An infected Web

The Internet is “the network of all networks”. It is open to all, and this has brought many benefits. But that doesn’t mean our own computers and networks should be open to all. We individuals need to discriminate.

Dan Goodin at The Register has been covering the story of legit websites serving malware. Sites you trust may be bad. Sometimes the attackers gain control through a server exploit, sometimes through password cracking, sometimes through keystrokers.

The site owners rarely know they’re distributing malware to their audience. This exploit injects obfuscated JavaScript at the bottom of the site’s front page, redirecting visitors to various pages which attempt to force a download via old browser/plugin exploits.

Keeping your own software up-to-date, private and secure is necessary… the websites you’ve trusted may no longer be trustworthy.

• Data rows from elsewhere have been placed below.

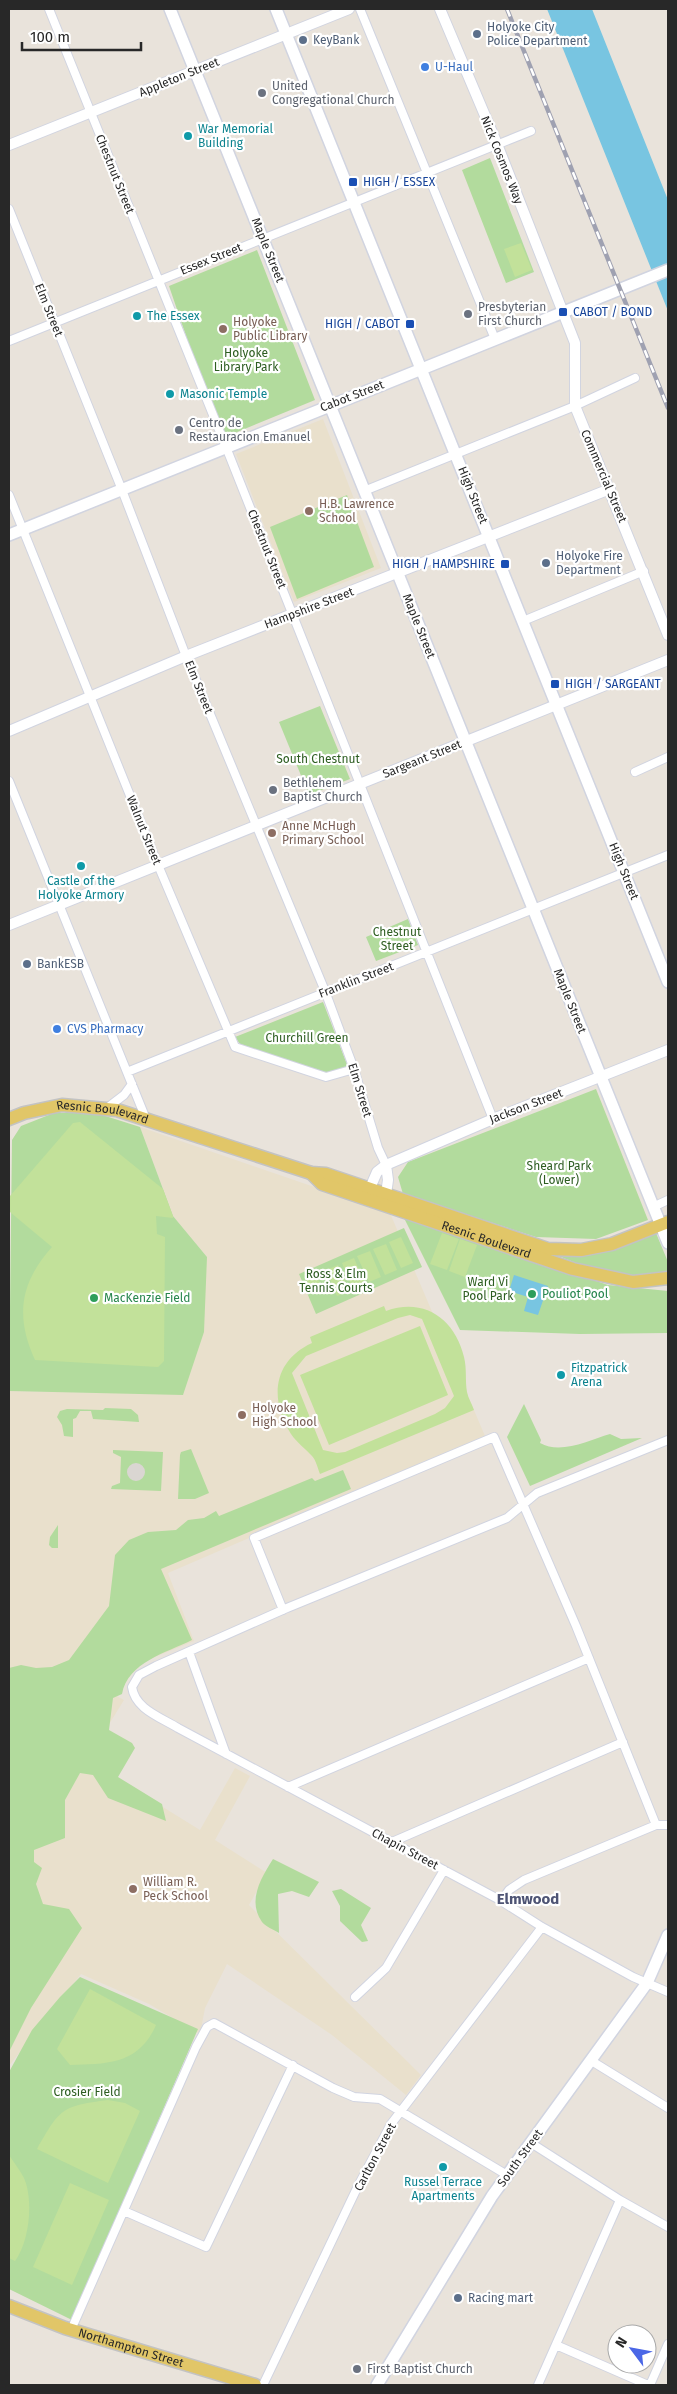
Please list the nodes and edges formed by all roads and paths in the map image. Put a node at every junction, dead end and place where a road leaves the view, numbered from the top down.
1 (49, 9) edge
2 (170, 9) edge
3 (276, 9) edge
4 (349, 9) edge
5 (360, 9) edge
6 (440, 9) edge
7 (286, 32) junction
8 (195, 71) junction
9 (91, 112) junction
10 (531, 132) dead end
11 (9, 144) edge
12 (498, 146) junction
13 (428, 173) junction
14 (354, 202) junction
15 (9, 209) edge
16 (263, 238) junction
17 (668, 270) edge
18 (158, 280) junction
19 (563, 312) junction
20 (54, 323) junction
21 (495, 339) junction
22 (9, 341) edge
23 (421, 369) junction
24 (635, 378) dead end
25 (330, 405) junction
26 (575, 406) junction
27 (226, 447) junction
28 (456, 454) junction
29 (610, 489) junction
30 (122, 490) junction
31 (364, 490) junction
32 (9, 495) edge
33 (22, 530) junction
34 (9, 535) edge
35 (489, 536) junction
36 (644, 571) junction
37 (398, 573) junction
38 (293, 615) junction
39 (523, 621) junction
40 (668, 635) edge
41 (186, 656) junction
42 (668, 660) edge
43 (91, 697) junction
44 (557, 704) junction
45 (9, 731) edge
46 (465, 742) junction
47 (668, 757) edge
48 (635, 772) dead end
49 (9, 781) edge
50 (359, 784) junction
51 (256, 825) junction
52 (668, 854) edge
53 (158, 865) junction
54 (625, 872) junction
55 (58, 904) junction
56 (533, 909) junction
57 (9, 925) edge
58 (428, 952) junction
59 (668, 982) edge
60 (325, 991) junction
61 (228, 1033) junction
62 (668, 1050) edge
63 (354, 1069) junction
64 (128, 1072) junction
65 (601, 1077) junction
66 (132, 1084) junction
67 (9, 1108) edge
68 (108, 1108) junction
69 (146, 1119) junction
70 (493, 1119) junction
71 (9, 1120) edge
72 (386, 1165) junction
73 (368, 1194) junction
74 (386, 1200) junction
75 (668, 1200) edge
76 (655, 1206) junction
77 (665, 1223) edge
78 (668, 1243) edge
79 (668, 1278) edge
80 (668, 1440) edge
81 (522, 1505) junction
82 (283, 1610) junction
83 (189, 1652) junction
84 (589, 1658) junction
85 (623, 1742) junction
86 (226, 1754) junction
87 (288, 1787) junction
88 (656, 1825) junction
89 (668, 1825) edge
90 (392, 1842) junction
91 (444, 1870) junction
92 (501, 1901) junction
93 (542, 1927) junction
94 (668, 1935) edge
95 (647, 1983) junction
96 (668, 1992) edge
97 (355, 1997) dead end
98 (590, 2060) junction
99 (293, 2065) junction
100 (668, 2108) edge
101 (400, 2112) junction
102 (530, 2143) junction
103 (507, 2175) junction
104 (620, 2200) junction
105 (124, 2211) junction
106 (668, 2227) edge
107 (9, 2306) edge
108 (71, 2330) junction
109 (668, 2344) edge
110 (556, 2346) junction
111 (255, 2385) edge
112 (263, 2385) edge
113 (377, 2385) edge
114 (538, 2385) edge
115 (649, 2385) edge

1 - 9 street, Chestnut Street
2 - 8 main road, Maple Street
3 - 7 main road, High Street
4 - 7 street, Appleton Street
5 - 13 street
6 - 12 street, Nick Cosmos Way
7 - 8 street, Appleton Street
7 - 14 main road, High Street
8 - 9 street, Appleton Street
8 - 16 main road, Maple Street
9 - 11 street, Appleton Street
9 - 18 street, Chestnut Street
10 - 12 street, Essex Street
12 - 13 street, Essex Street
12 - 19 street, Nick Cosmos Way
13 - 14 street, Essex Street
13 - 21 street
14 - 16 street, Essex Street
14 - 23 main road, High Street
15 - 20 street, Elm Street
16 - 18 street, Essex Street
16 - 25 main road, Maple Street
17 - 19 main road, Cabot Street
18 - 20 street, Essex Street
18 - 27 street, Chestnut Street
19 - 21 main road, Cabot Street
19 - 26 street, Commercial Street
20 - 22 street, Essex Street
20 - 30 street, Elm Street
21 - 23 main road, Cabot Street
23 - 25 main road, Cabot Street
23 - 28 main road, High Street
24 - 26 street
25 - 27 main road, Cabot Street
25 - 31 main road, Maple Street
26 - 28 street
26 - 29 street, Commercial Street
27 - 30 main road, Cabot Street
27 - 38 street, Chestnut Street
28 - 31 street
28 - 35 main road, High Street
29 - 35 street, Hampshire Street
29 - 36 street, Commercial Street
30 - 33 main road, Cabot Street
30 - 41 street, Elm Street
31 - 37 main road, Maple Street
32 - 33 street, Walnut Street
33 - 34 main road, Cabot Street
33 - 43 street, Walnut Street
35 - 37 street, Hampshire Street
35 - 39 main road, High Street
36 - 39 street
36 - 40 street, Commercial Street
37 - 38 street, Hampshire Street
37 - 46 main road, Maple Street
38 - 41 street, Hampshire Street
38 - 50 street, Chestnut Street
39 - 44 main road, High Street
41 - 43 street, Hampshire Street
41 - 51 street, Elm Street
42 - 44 street, Sargeant Street
43 - 45 street, Hampshire Street
43 - 53 street, Walnut Street
44 - 46 street, Sargeant Street
44 - 54 main road, High Street
46 - 50 street, Sargeant Street
46 - 56 main road, Maple Street
47 - 48 street
49 - 55 street
50 - 51 street, Sargeant Street
50 - 58 street, Chestnut Street
51 - 53 street, Sargeant Street
51 - 60 street, Elm Street
52 - 54 street, Franklin Street
53 - 55 street, Sargeant Street
53 - 61 street, Walnut Street
54 - 56 street, Franklin Street
54 - 59 main road, High Street
55 - 57 street, Sargeant Street
55 - 64 street
56 - 58 street, Franklin Street
56 - 65 main road, Maple Street
58 - 60 street, Franklin Street
58 - 70 street, Chestnut Street
60 - 61 street, Franklin Street
60 - 63 street, Elm Street
61 - 63 street, Walnut Street
61 - 64 street, Franklin Street
62 - 65 street, Jackson Street
63 - 72 street, Elm Street
64 - 66 street
65 - 70 street, Jackson Street
65 - 76 main road, Maple Street
66 - 68 street
66 - 69 street
67 - 71 main road
68 - 69 main road, Resnic Boulevard
68 - 71 main road, Resnic Boulevard
69 - 73 main road, Resnic Boulevard
70 - 72 street, Jackson Street
72 - 73 street, Jackson Street
72 - 74 street
73 - 74 main road, Resnic Boulevard
74 - 77 main road, Resnic Boulevard
74 - 79 main road, Resnic Boulevard
75 - 76 street
76 - 77 main road, Maple Street
77 - 78 main road, Maple Street
80 - 81 street
81 - 82 street
81 - 82 street
81 - 84 street
82 - 83 street
83 - 86 street
83 - 86 street, Chapin Street
84 - 85 street
84 - 87 street
85 - 88 street
85 - 90 street
86 - 87 street, Chapin Street
87 - 90 street, Chapin Street
88 - 89 street
88 - 92 street
90 - 91 street, Chapin Street
91 - 92 street, Chapin Street
91 - 97 street
92 - 93 street, Chapin Street
93 - 95 street, Chapin Street
93 - 101 street, Carlton Street
94 - 95 main road, South Street
95 - 96 street, Chapin Street
95 - 98 main road, South Street
98 - 100 street
98 - 102 main road, South Street
99 - 101 street
99 - 105 street
99 - 105 street
101 - 103 street
101 - 112 street, Carlton Street
102 - 103 main road, South Street
102 - 104 street
103 - 113 main road, South Street
104 - 106 street
104 - 110 street
105 - 108 street
107 - 108 main road, Northampton Street
108 - 111 main road, Northampton Street
109 - 115 street
110 - 114 street
110 - 115 street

There is no “little network” of trust in the Web world — a browser will visit any site, and new hacks can demolish trust zones. (That’s why I’ll trust a separate AIR client more than I will an HTML5 uberbrowser.)

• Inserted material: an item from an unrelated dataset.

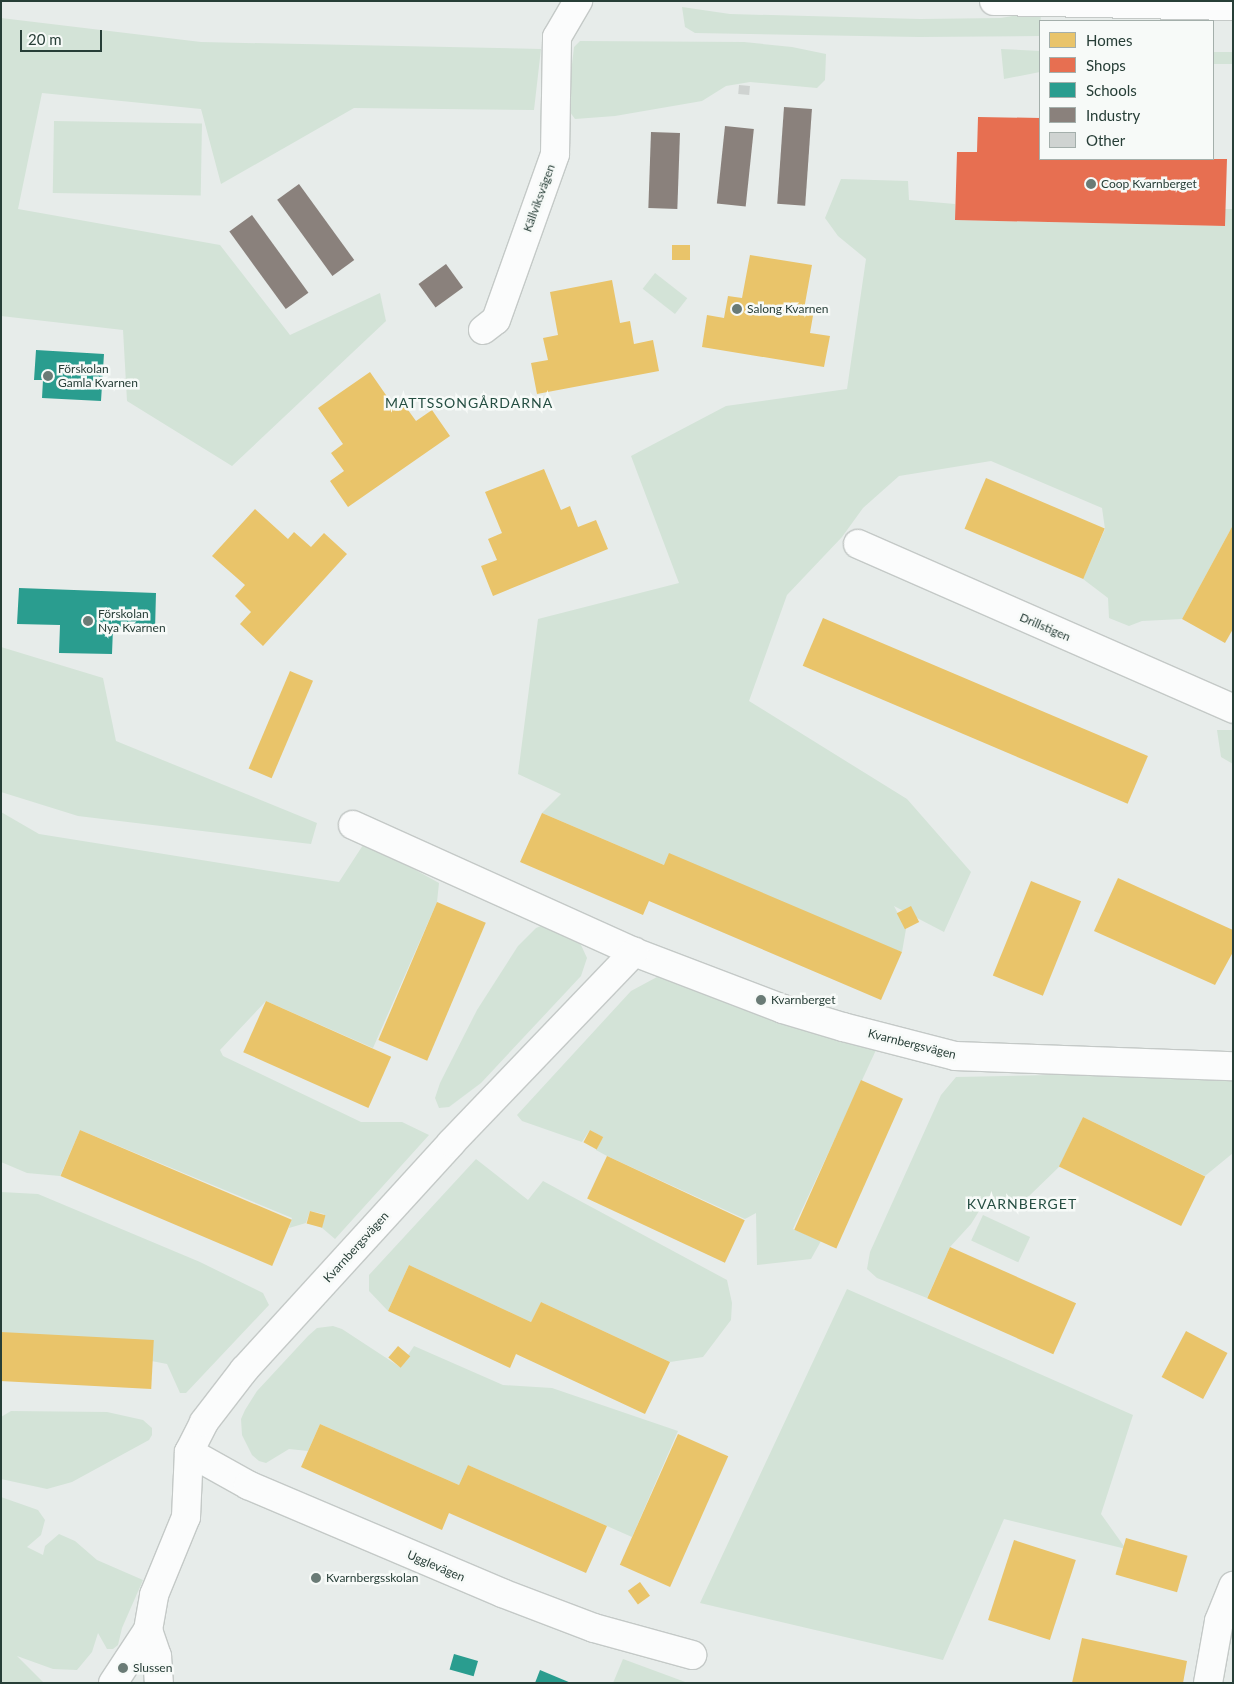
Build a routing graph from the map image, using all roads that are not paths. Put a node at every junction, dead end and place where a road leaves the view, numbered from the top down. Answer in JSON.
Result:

And in such a “network of all networks”, other people getting infected is bad for the rest of us — more noise, more confusion, less clarity.

Surfing the Web is like walking a strange city, particularly one with a high crime rate. The open-to-all nature requires us to be aware, and avoid unsafe situations.

Some sites we trust may be infected. We need to keep Web software up-to-date, and encourage others to do so.